Process exporter in Prometheus
I wrote the previous post about monitoring my machine using Prometheus thinking that I can monitor it the way I can using task manager in Windows or activity monitor in MacOS. With the help of node exporter I can monitor the cpu usage, memory usage, or network, but I can't see what processes use the most cpu or memory. Turns out I need another exporter if I want that information, the process exporter.
This exporter itself is not part of official prometheus exporters. The good thing is it's listed in Exporters and integrations page on Prometheus documentation. It's mentioned in that page that this exporter is one of 3rd party exporters and Prometheus doesn't vet this kind of exporters for best practices. Still the fact that this exporter is listed in the official Prometheus documentations means that this option is probably my best option right now.
The bad news is the process exporter can only run on Linux machines. I tried
cloning the repo and building it locally but the binary failed to run because
it turns out the exporter relies on getting the information from /proc
.
% ./process-exporter
2024/07/21 15:13:58 Reading metrics from /proc for procnames: []
2024/07/21 15:13:58 Error initializing: could not read "/proc": stat /proc: no such file or directory
Nothing I can do about that. So I decided to run the exporter on my Hetzner
Linux node. So I ssh into the node, download the release for linux amd64, and
extract the tar file. I cd
into the directory extracted and then create
a new file, config.yaml
, and paste the simplest config, as mentioned in
the project's GitHub readme file.
process_names:
- name: "{{ .Comm }}"
cmdline:
- '.+'
Next, I run the exporter with the following command.

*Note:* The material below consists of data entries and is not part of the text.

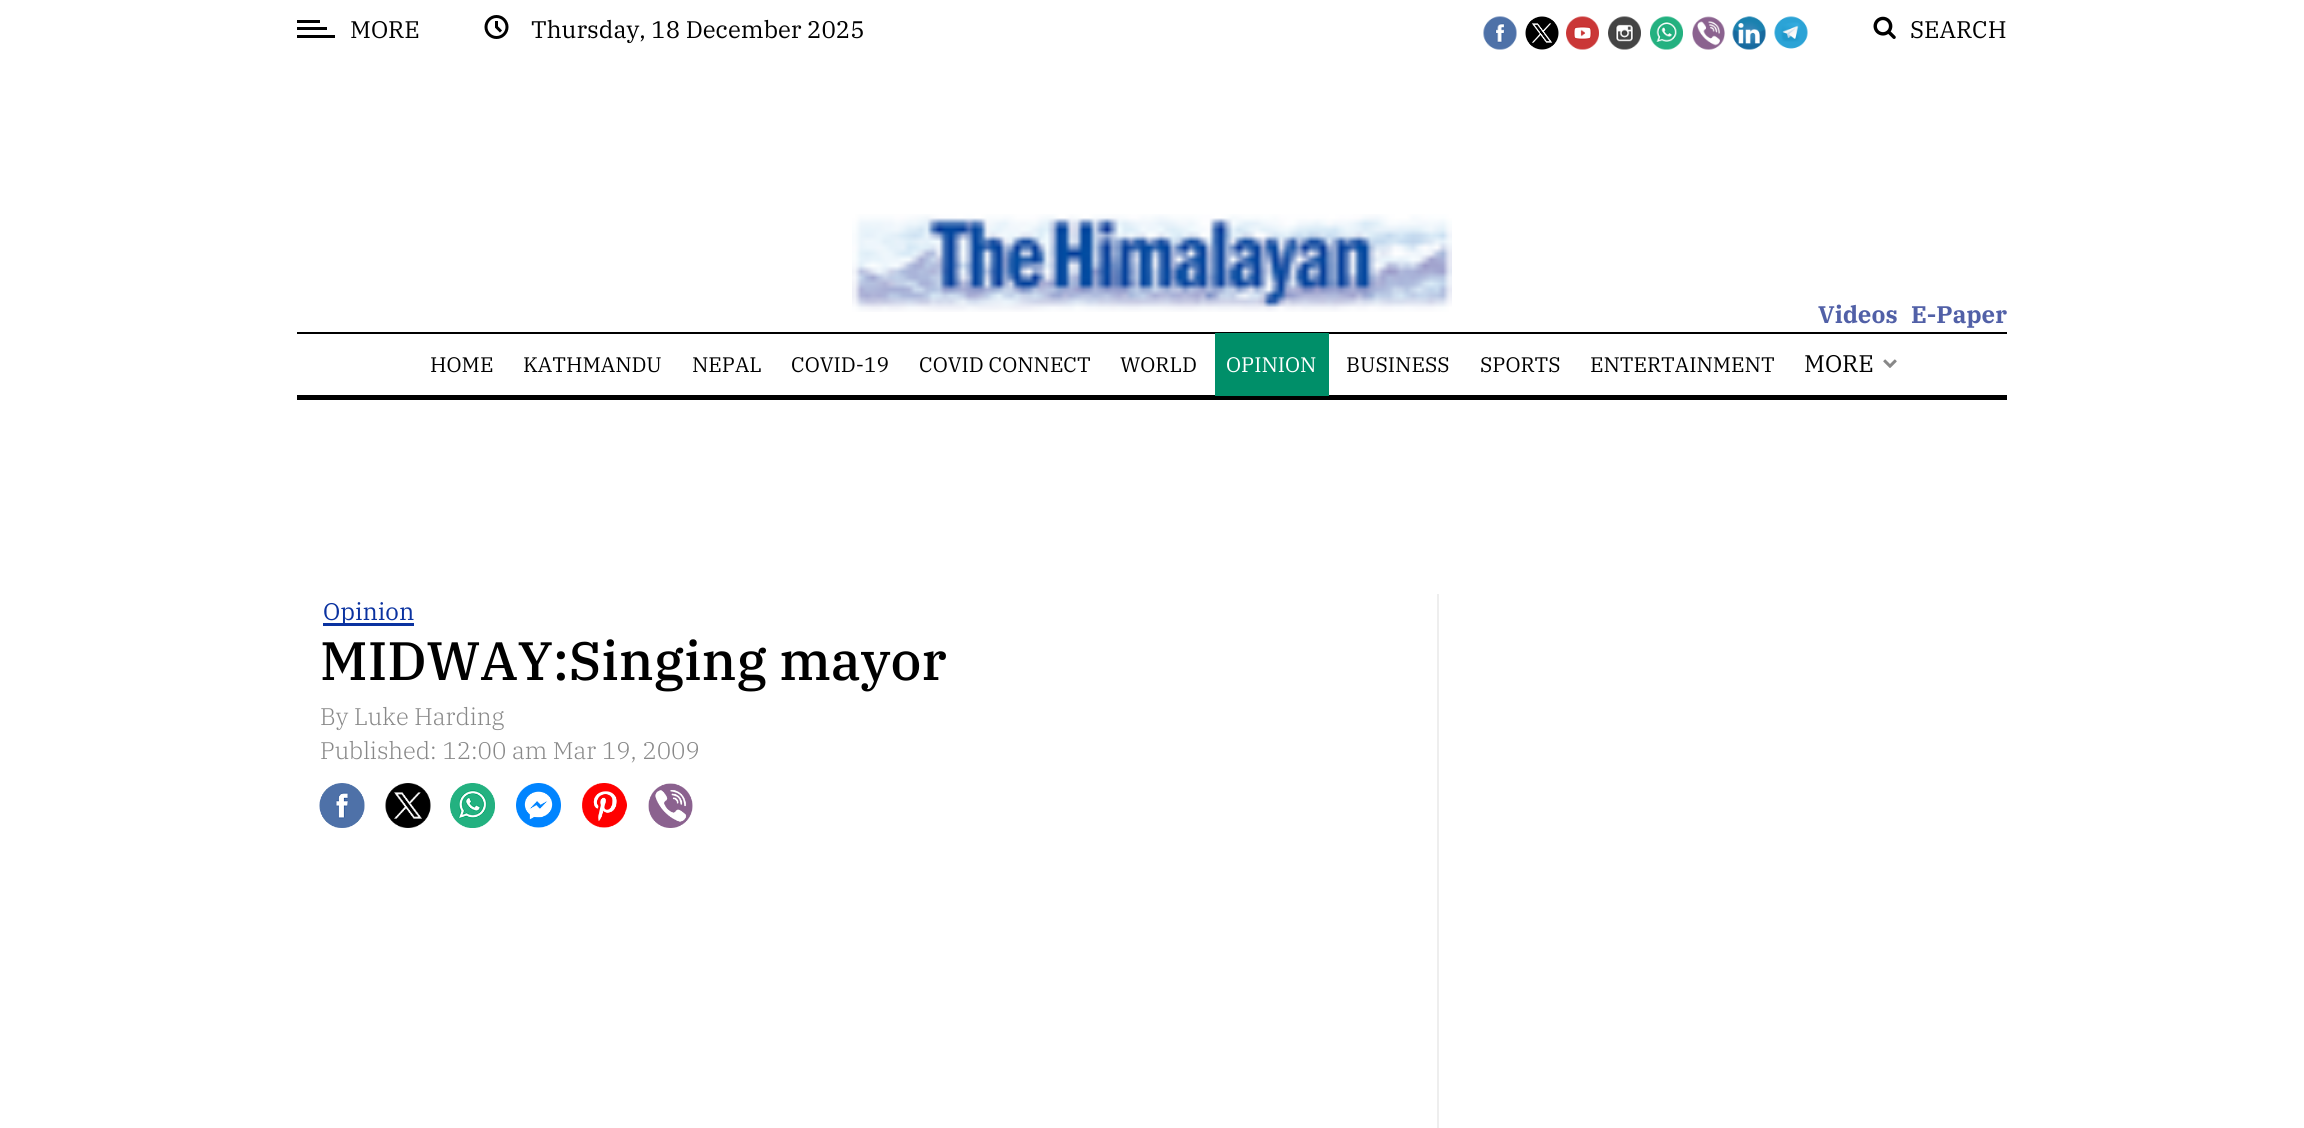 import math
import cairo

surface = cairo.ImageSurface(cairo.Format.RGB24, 2304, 1128)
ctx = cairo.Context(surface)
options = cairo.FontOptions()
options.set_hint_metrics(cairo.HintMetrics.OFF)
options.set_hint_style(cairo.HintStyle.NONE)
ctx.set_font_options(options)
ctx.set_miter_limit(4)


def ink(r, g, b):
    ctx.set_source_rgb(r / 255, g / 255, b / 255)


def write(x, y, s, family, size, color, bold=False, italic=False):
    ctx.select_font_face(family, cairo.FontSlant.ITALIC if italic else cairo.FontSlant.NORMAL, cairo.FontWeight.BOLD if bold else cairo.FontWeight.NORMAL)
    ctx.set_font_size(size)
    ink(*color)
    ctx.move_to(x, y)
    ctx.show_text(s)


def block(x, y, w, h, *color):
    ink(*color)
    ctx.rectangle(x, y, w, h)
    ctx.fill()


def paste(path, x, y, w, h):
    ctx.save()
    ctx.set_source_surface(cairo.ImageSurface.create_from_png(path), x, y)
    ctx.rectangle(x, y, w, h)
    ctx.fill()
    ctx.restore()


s1 = dict(family="IBM Plex Serif", size=24, color=(0, 0, 0))
s2 = dict(family="IBM Plex Serif", size=24, color=(81, 96, 167), bold=True)
s3 = dict(family="IBM Plex Serif", size=21, color=(0, 0, 0))
s4 = dict(family="IBM Plex Serif", size=21, color=(255, 255, 255))
s5 = dict(family="IBM Plex Serif", size=24, color=(10, 50, 160))
s6 = dict(family="IBM Plex Serif Medium", size=54, color=(0, 0, 0))
s7 = dict(family="IBM Plex Serif Light", size=24, color=(136, 136, 136))

ink(255, 255, 255)
ctx.paint()
block(297, 35, 38, 3, 0, 0, 0)
block(297, 20, 23, 3, 0, 0, 0)
block(297, 27, 30, 3, 0, 0, 0)
write(350, 38, "MORE", **s1)
paste("pic1.png", 484, 15, 25, 24)
write(531, 38, "Thursday, 18 December 2025", **s1)
paste("pic2.png", 1483, 16, 34, 34)
paste("pic3.png", 1525, 16, 34, 34)
paste("pic4.png", 1566, 16, 33, 34)
paste("pic5.png", 1608, 16, 33, 34)
paste("pic6.png", 1650, 16, 33, 34)
paste("pic7.png", 1692, 16, 33, 34)
paste("pic8.png", 1732, 16, 34, 34)
paste("pic9.png", 1774, 16, 34, 33)
paste("pic10.png", 1873, 16, 23, 23)
write(1910, 38, "SEARCH", **s1)
block(297, 332, 1710, 2, 0, 0, 0)
paste("pic11.png", 852, 214, 600, 98)
write(1818, 323, "Videos", **s2)
write(1911, 323, "E-Paper", **s2)
block(297, 395, 1710, 5, 0, 0, 0)
write(430, 372, "HOME", **s3)
write(523, 372, "KATHMANDU", **s3)
write(692, 372, "NEPAL", **s3)
write(791, 372, "COVID-19", **s3)
write(919, 372, "COVID CONNECT", **s3)
write(1120, 372, "WORLD", **s3)
block(1215, 333, 114, 63, 0, 143, 105)
write(1226, 372, "OPINION", **s4)
write(1346, 372, "BUSINESS", **s3)
write(1480, 372, "SPORTS", **s3)
write(1590, 372, "ENTERTAINMENT", **s3)
write(1804, 372, "MORE", **s1)
paste("pic12.png", 1883, 359, 14, 9)
block(323, 623, 91, 3, 10, 50, 160)
write(323, 620, "Opinion", **s5)
write(320, 680, "MIDWAY:Singing mayor", **s6)
write(320, 725, "By Luke Harding", **s7)
write(320, 759, "Published: 12:00 am Mar 19, 2009", **s7)
paste("pic13.png", 319, 783, 46, 45)
paste("pic14.png", 385, 783, 46, 45)
paste("pic15.png", 450, 783, 45, 45)
paste("pic16.png", 516, 783, 45, 45)
paste("pic17.png", 582, 783, 45, 45)
paste("pic18.png", 648, 783, 45, 45)
block(1437, 594, 2, 534, 238, 238, 238)
surface.write_to_png("screenshot.png")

$ ./process-exporter --config.path config.yaml
Now, the exporter is running and I can open the metrics page from port 9256. Scrolling down the page I found the metrics for cpu usage for each processes.
# HELP namedprocess_namegroup_cpu_seconds_total Cpu user usage in seconds
# TYPE namedprocess_namegroup_cpu_seconds_total counter
namedprocess_namegroup_cpu_seconds_total{groupname="(sd-pam)",mode="system"} 0
namedprocess_namegroup_cpu_seconds_total{groupname="(sd-pam)",mode="user"} 0
namedprocess_namegroup_cpu_seconds_total{groupname="agetty",mode="system"} 0
namedprocess_namegroup_cpu_seconds_total{groupname="agetty",mode="user"} 0
namedprocess_namegroup_cpu_seconds_total{groupname="atd",mode="system"} 0
namedprocess_namegroup_cpu_seconds_total{groupname="atd",mode="user"} 0
namedprocess_namegroup_cpu_seconds_total{groupname="bash",mode="system"} 0
namedprocess_namegroup_cpu_seconds_total{groupname="bash",mode="user"} 0
namedprocess_namegroup_cpu_seconds_total{groupname="containerd",mode="system"} 0.35999999999989996
namedprocess_namegroup_cpu_seconds_total{groupname="containerd",mode="user"} 0.43000000000006366
namedprocess_namegroup_cpu_seconds_total{groupname="cron",mode="system"} 0
namedprocess_namegroup_cpu_seconds_total{groupname="cron",mode="user"} 0
namedprocess_namegroup_cpu_seconds_total{groupname="dbus-daemon",mode="system"} 0
namedprocess_namegroup_cpu_seconds_total{groupname="dbus-daemon",mode="user"} 0
namedprocess_namegroup_cpu_seconds_total{groupname="dockerd",mode="system"} 0.00999999999999801
namedprocess_namegroup_cpu_seconds_total{groupname="dockerd",mode="user"} 0.060000000000002274
namedprocess_namegroup_cpu_seconds_total{groupname="multipathd",mode="system"} 0.04999999999999716
namedprocess_namegroup_cpu_seconds_total{groupname="multipathd",mode="user"} 0.03999999999999204
In [the process exporter's readme], the following information is mentioned.
cpu_seconds_total counter
CPU usage based on /proc/[pid]/stat fields utime(14) and stime(15) i.e. user and system time. This is similar to the node_exporter's node_cpu_seconds_total.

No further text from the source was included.